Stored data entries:
________________________________________
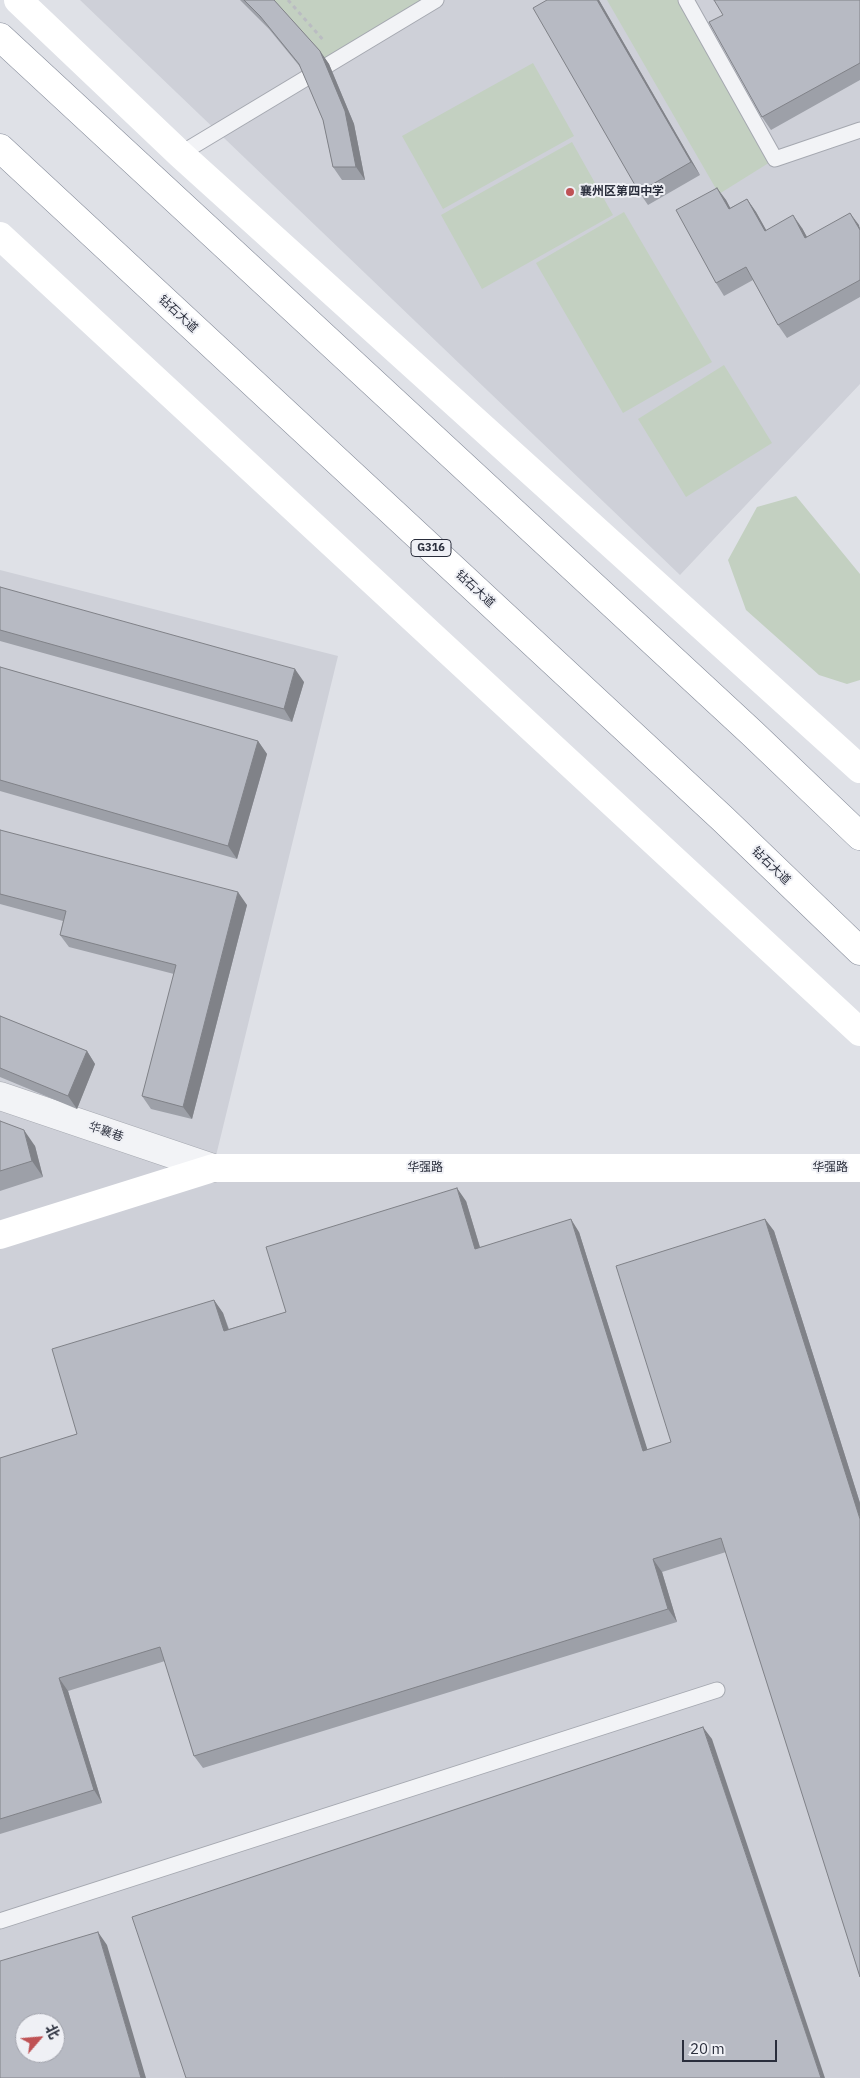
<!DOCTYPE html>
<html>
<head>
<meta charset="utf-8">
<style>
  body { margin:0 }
  #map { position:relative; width:860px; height:2078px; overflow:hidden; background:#dfe1e7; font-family:"IBM Plex Sans","Noto Sans SC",sans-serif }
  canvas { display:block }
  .north { position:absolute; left:15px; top:2013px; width:50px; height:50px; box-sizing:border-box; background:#eff0f5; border:1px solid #a0a2ab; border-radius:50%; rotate:63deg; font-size:14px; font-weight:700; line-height:20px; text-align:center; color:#2a2e3c }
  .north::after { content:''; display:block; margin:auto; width:18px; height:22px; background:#bf5255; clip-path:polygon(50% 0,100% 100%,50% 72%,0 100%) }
  .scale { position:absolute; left:682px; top:2040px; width:95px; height:22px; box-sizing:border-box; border:2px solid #2a2e3c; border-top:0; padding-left:6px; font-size:15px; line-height:18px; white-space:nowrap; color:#2a2e3c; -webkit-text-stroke:4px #eff0f5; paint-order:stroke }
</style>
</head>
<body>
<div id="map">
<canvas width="860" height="2078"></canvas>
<div class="north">北</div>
<div class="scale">20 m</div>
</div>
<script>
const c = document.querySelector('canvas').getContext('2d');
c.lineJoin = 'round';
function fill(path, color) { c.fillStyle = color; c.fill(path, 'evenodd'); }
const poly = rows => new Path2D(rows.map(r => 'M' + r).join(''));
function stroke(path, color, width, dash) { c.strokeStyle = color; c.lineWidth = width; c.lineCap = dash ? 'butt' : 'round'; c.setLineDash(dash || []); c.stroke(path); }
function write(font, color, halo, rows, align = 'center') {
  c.font = font + ' "IBM Plex Sans","Noto Sans SC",sans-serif'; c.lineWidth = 4; c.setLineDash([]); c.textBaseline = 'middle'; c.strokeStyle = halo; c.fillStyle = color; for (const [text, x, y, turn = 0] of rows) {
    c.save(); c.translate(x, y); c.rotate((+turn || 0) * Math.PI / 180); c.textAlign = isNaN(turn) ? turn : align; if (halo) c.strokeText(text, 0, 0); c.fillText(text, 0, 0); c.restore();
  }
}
fill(poly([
  [80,0,860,0,860,384,680,575],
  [0,570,338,656,213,1168,860,1168,860,2078,0,2078],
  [25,2023,55,2023,55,2053,25,2053]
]), '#ced0d8');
fill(poly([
  [273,0,436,0,329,64],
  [607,0,686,0,775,159,719,194],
  [533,63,574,136,443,209,402,136],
  [572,142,613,215,482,289,441,215],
  [624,212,712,362,623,413,536,263],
  [724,365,772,443,686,497,638,419],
  [796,496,860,574,860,680,847,684,819,675,746,610,728,560,757,507]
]), '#c3d0c1');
const lane = poly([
  [686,0,775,159,860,130],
  [180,154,436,0],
  [0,1921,717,1690]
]);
const street = poly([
  [0,1096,213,1168]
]);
const highway = poly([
  [0,37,752,733,860,836],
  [0,148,723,819,860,951]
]);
stroke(lane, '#a5a8b0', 17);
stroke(street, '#a5a8b0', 29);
stroke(highway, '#888e9c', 29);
stroke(poly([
  [288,0,324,41]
]), '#babcc2', 3, [4, 4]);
stroke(lane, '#f2f3f6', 15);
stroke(street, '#f2f3f6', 28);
stroke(poly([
  [18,0,180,154,860,769],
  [0,236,860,1032],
  [0,1235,213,1168,860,1168]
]), '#fff', 28);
stroke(highway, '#fff', 28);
fill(poly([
  [240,0,274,0,320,51,329,64,354,124,365,180,342,180,333,167,323,120,301,68,269,29],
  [599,0,700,175,648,205,639,192],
  [860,0,860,80,771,130,762,117,723,15],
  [717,188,726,200,730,208,747,199,756,212,766,230,802,228,807,237,860,227,860,297,787,338,778,325,753,280,724,296,716,283],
  [0,587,304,682,292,722,0,641],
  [0,667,258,741,267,754,237,859,0,791],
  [0,830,247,905,192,1119,151,1109,142,1096,174,974,69,947,60,935,63,921,0,904],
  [0,1016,87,1051,95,1064,77,1109,0,1077],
  [0,1121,35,1146,43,1177,0,1191],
  [466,1201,480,1247,579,1232,647,1450,671,1442,765,1219,774,1231,860,1503,860,1977,726,1552,662,1572,677,1622,203,1768,194,1756,165,1661,68,1691,102,1803,0,1834,0,1458,77,1434,214,1300,223,1313,229,1329,286,1312]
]), '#9da0a8');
fill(poly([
  [597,0,599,0,700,175,691,162],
  [320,51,329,64,354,124,365,180,356,167],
  [717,188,726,200,738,222,729,209],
  [747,199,756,212,774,244,765,231],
  [850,213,859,225,860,230],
  [793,215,802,228,814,250,805,238],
  [295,669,304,682,292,722,284,709],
  [258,741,267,754,237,859,228,846],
  [238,892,247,905,192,1119,183,1107],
  [87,1051,95,1064,77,1109,68,1096],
  [24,1130,35,1146,43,1177,32,1161],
  [457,1188,466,1201,484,1261,475,1249],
  [571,1219,579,1232,652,1464,643,1451],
  [765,1219,774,1231,860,1503,860,1519],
  [214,1300,223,1313,233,1343,224,1331],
  [653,1559,662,1572,677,1622,668,1609],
  [59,1678,68,1691,102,1803,94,1790],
  [703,1727,712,1739,825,2078,821,2078],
  [98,1932,107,1945,146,2078,141,2078]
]), '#808288');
const building = poly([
  [244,0,274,0,320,51,345,111,356,167,333,167,323,120,299,64,260,16,244,0],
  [547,0,597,0,691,162,639,192,533,8,547,0],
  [714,0,860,0,860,63,762,117,709,22,723,15,714,0],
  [717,188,729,209,747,199,765,231,793,215,805,238,850,213,860,230,860,280,778,325,746,267,716,283,676,210,717,188],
  [0,587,295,669,284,709,0,630,0,587],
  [0,667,258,741,228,846,0,780,0,667],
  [0,830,238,892,183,1107,142,1096,176,965,60,935,66,911,0,894,0,830],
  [0,1016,87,1051,68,1096,0,1068,0,1016],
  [0,1121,24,1130,32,1161,0,1171,0,1121],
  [457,1188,475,1249,571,1219,643,1451,671,1442,616,1266,765,1219,860,1519,860,1977,721,1538,653,1559,668,1609,194,1756,160,1647,59,1678,94,1790,0,1819,0,1458,77,1434,52,1349,214,1300,224,1331,286,1312,266,1247,457,1188],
  [703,1727,821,2078,186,2078,132,1917,703,1727],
  [98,1932,141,2078,0,2078,0,1961,98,1932],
  [25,2023,55,2023,55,2053,25,2053,25,2023]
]);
fill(building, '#b7bac3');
stroke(building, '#808288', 1);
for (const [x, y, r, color] of [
  [570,192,5,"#bf5255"]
]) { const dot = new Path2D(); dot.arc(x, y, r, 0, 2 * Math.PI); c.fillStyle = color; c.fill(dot); stroke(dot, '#eff0f5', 2); }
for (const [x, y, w] of [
  [431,548,40]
]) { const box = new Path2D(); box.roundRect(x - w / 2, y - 8.5, w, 17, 4); c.fillStyle = '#eff0f5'; c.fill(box); stroke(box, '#2a2e3c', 1); }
write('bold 11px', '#2a2e3c', null, [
  ["G316",431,548]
]);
write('bold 12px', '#2a2e3c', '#eff0f5', [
  ["襄州区第四中学",580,192]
], 'left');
write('12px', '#2a2e3c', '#eff0f5', [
  ["钻石大道",178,314,43],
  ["钻石大道",475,589,43],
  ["钻石大道",771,866,44],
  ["华襄巷",106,1132,19],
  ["华强路",425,1168],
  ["华强路",830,1168]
]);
</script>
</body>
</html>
________________________________________
WORK REQUIRED:
Wherever a line above contains the string "rotate", copy that line.

RESPONSE AREA:
  .north { position:absolute; left:15px; top:2013px; width:50px; height:50px; box-sizing:border-box; background:#eff0f5; border:1px solid #a0a2ab; border-radius:50%; rotate:63deg; font-size:14px; font-weight:700; line-height:20px; text-align:center; color:#2a2e3c }
    c.save(); c.translate(x, y); c.rotate((+turn || 0) * Math.PI / 180); c.textAlign = isNaN(turn) ? turn : align; if (halo) c.strokeText(text, 0, 0); c.fillText(text, 0, 0); c.restore();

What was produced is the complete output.